____ Data to process

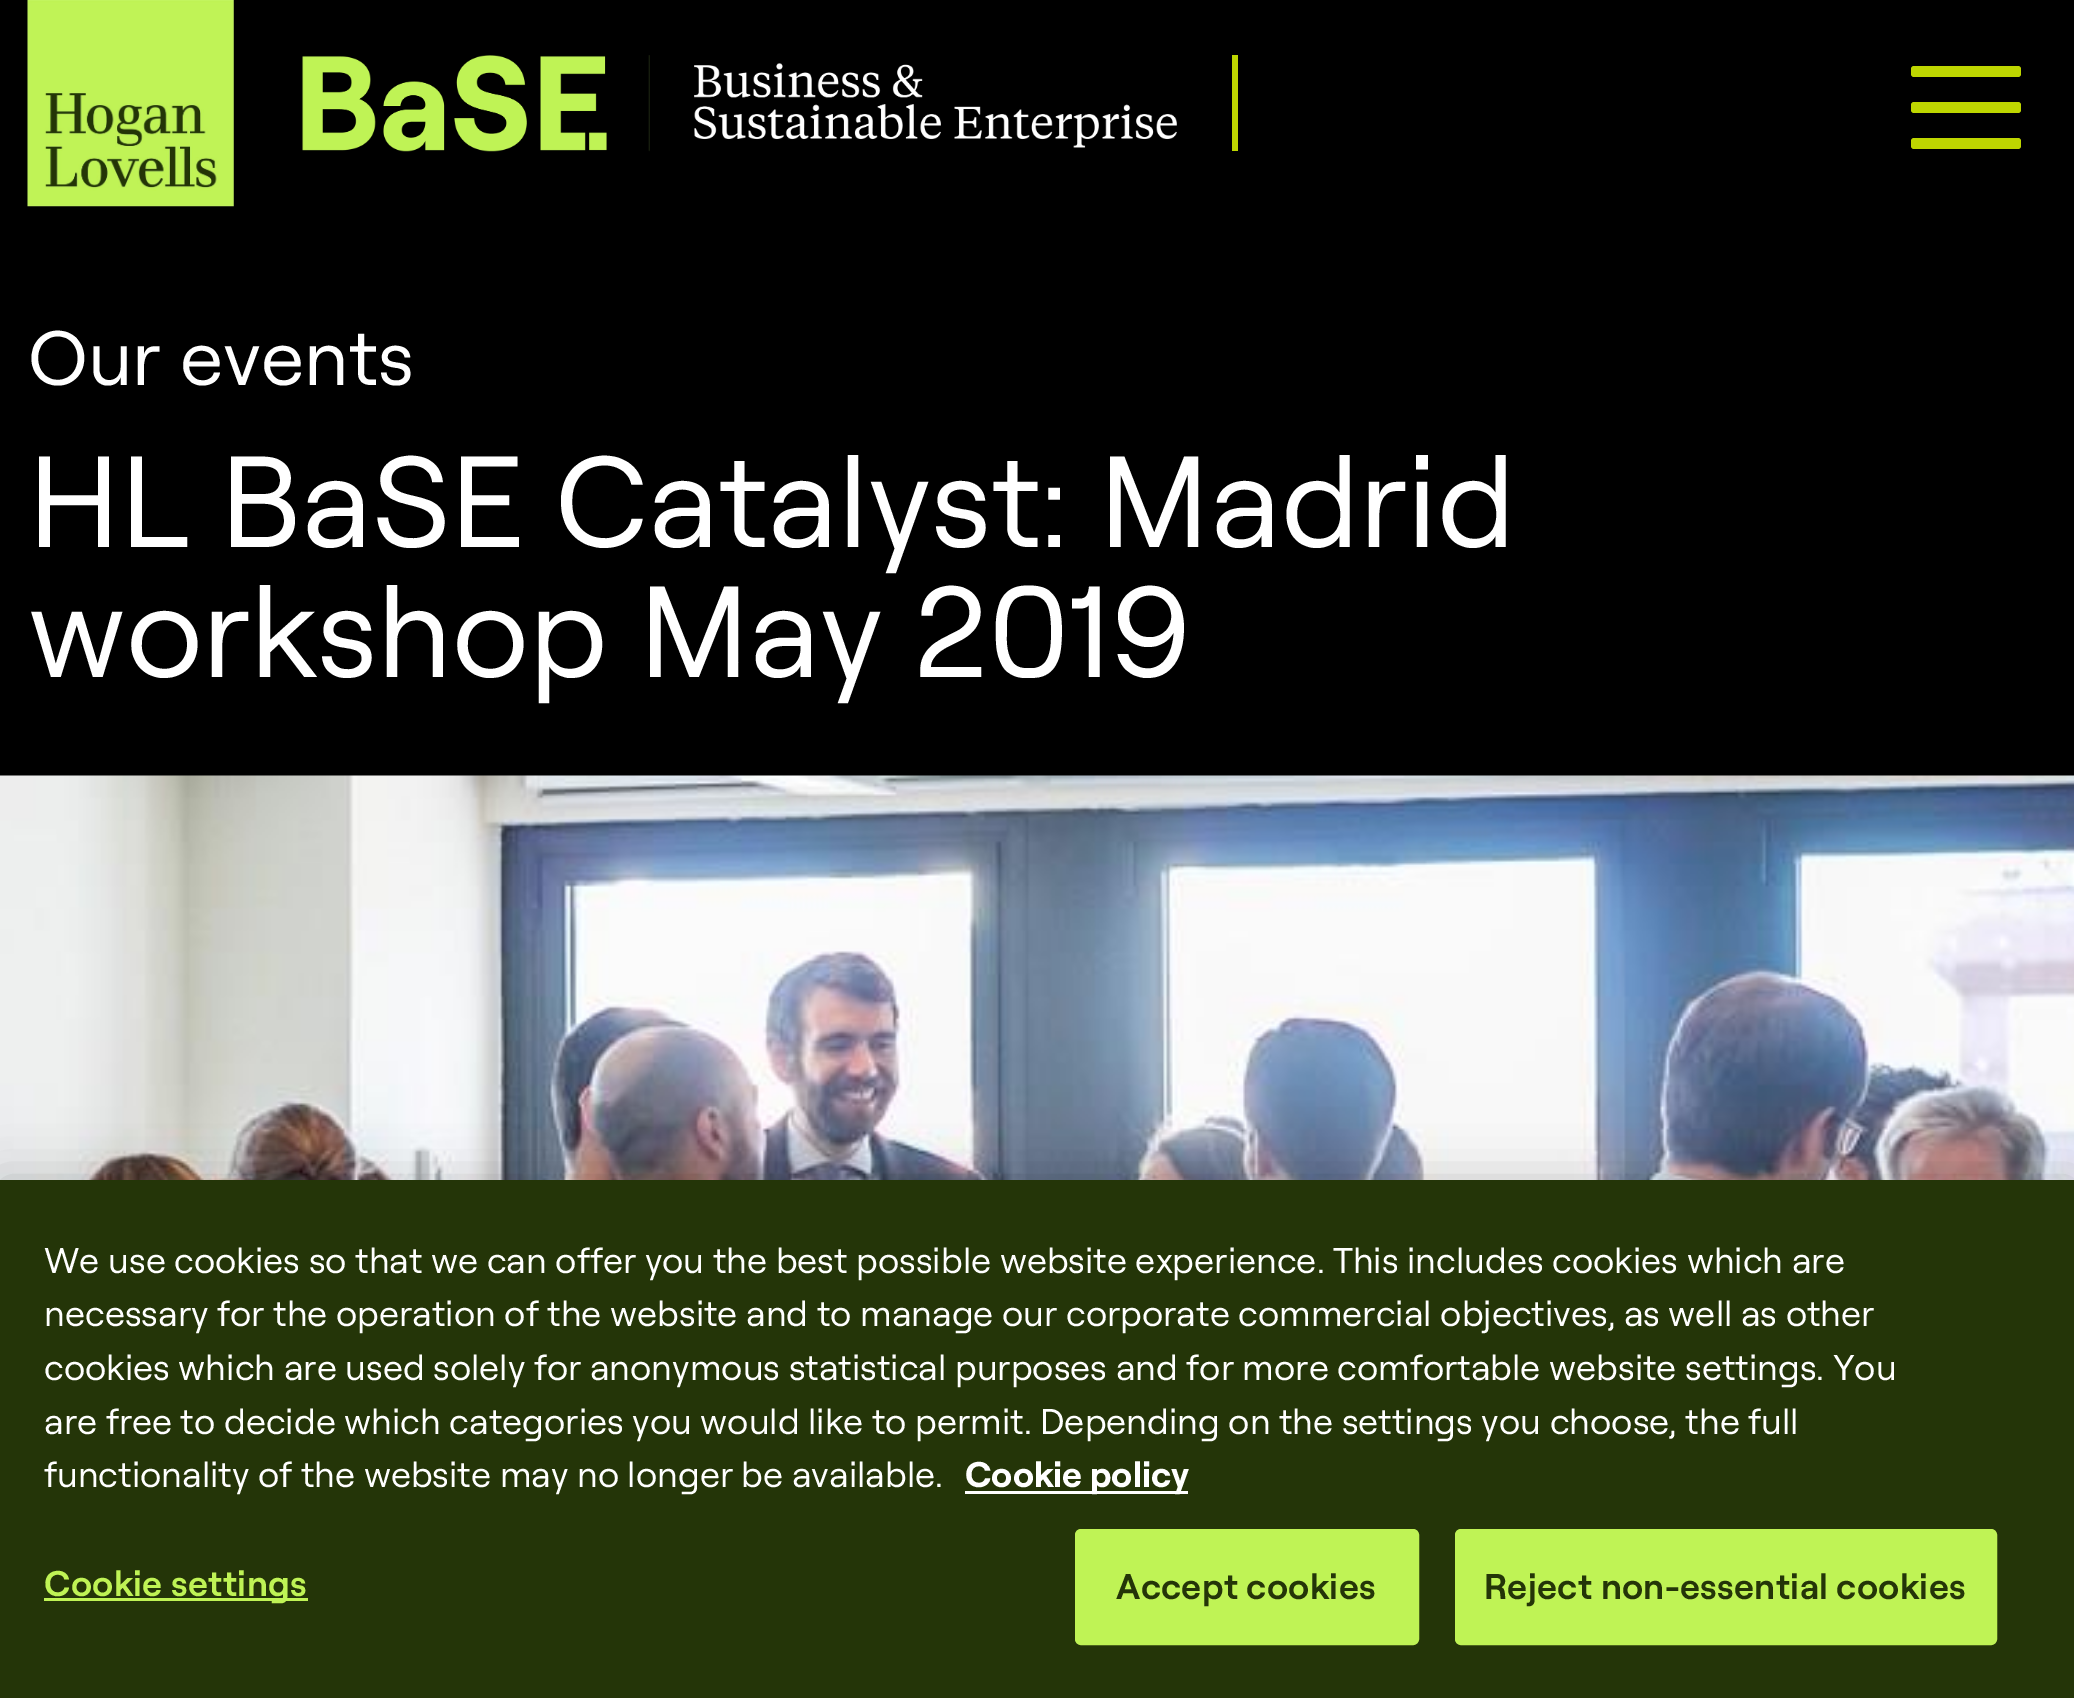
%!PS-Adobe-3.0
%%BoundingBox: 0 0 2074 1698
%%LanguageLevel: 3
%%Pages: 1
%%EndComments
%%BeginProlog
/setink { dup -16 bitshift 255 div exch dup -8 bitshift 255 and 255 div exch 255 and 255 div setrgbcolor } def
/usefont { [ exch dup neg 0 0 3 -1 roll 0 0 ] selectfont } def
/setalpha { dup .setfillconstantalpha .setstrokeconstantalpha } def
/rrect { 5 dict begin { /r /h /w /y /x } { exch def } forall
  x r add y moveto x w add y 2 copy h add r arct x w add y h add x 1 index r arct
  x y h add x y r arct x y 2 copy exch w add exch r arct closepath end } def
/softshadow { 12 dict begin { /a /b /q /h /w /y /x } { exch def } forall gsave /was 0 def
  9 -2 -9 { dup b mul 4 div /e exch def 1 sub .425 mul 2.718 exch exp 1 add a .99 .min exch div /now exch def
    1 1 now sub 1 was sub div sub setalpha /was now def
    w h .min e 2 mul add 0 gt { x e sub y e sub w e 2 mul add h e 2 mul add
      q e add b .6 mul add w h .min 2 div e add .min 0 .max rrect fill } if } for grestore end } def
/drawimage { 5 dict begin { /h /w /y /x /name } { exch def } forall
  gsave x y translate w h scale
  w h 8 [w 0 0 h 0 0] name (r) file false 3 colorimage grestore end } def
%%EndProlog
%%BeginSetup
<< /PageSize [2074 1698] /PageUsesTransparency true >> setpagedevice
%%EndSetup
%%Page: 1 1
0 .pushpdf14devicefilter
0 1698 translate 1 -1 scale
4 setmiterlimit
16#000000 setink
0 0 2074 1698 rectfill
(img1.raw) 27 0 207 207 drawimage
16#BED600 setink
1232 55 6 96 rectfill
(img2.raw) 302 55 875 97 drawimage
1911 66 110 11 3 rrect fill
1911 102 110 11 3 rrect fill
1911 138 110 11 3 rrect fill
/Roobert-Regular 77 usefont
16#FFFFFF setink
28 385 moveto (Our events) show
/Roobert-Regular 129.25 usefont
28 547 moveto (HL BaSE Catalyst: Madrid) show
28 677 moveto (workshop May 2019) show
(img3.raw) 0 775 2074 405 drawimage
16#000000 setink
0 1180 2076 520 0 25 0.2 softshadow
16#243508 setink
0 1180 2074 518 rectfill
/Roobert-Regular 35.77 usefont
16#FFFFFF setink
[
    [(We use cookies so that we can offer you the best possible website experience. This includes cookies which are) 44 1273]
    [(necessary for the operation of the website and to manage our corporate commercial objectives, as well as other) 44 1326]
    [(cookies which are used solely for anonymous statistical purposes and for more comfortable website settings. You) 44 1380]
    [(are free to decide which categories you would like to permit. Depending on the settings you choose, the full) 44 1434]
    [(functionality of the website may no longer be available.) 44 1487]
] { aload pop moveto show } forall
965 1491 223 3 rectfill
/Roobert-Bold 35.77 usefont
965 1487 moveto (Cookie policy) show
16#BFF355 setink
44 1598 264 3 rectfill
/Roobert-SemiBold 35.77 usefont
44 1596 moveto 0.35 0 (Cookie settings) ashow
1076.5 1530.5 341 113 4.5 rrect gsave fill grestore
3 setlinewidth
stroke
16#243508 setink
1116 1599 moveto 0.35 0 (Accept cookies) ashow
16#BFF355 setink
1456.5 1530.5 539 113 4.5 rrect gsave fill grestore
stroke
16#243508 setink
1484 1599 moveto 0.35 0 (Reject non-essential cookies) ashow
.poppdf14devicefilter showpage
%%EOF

________

__Your instructions__. From the entries above, pull out each line that includes "translate".

__Result of this exercise__.
  gsave x y translate w h scale
0 1698 translate 1 -1 scale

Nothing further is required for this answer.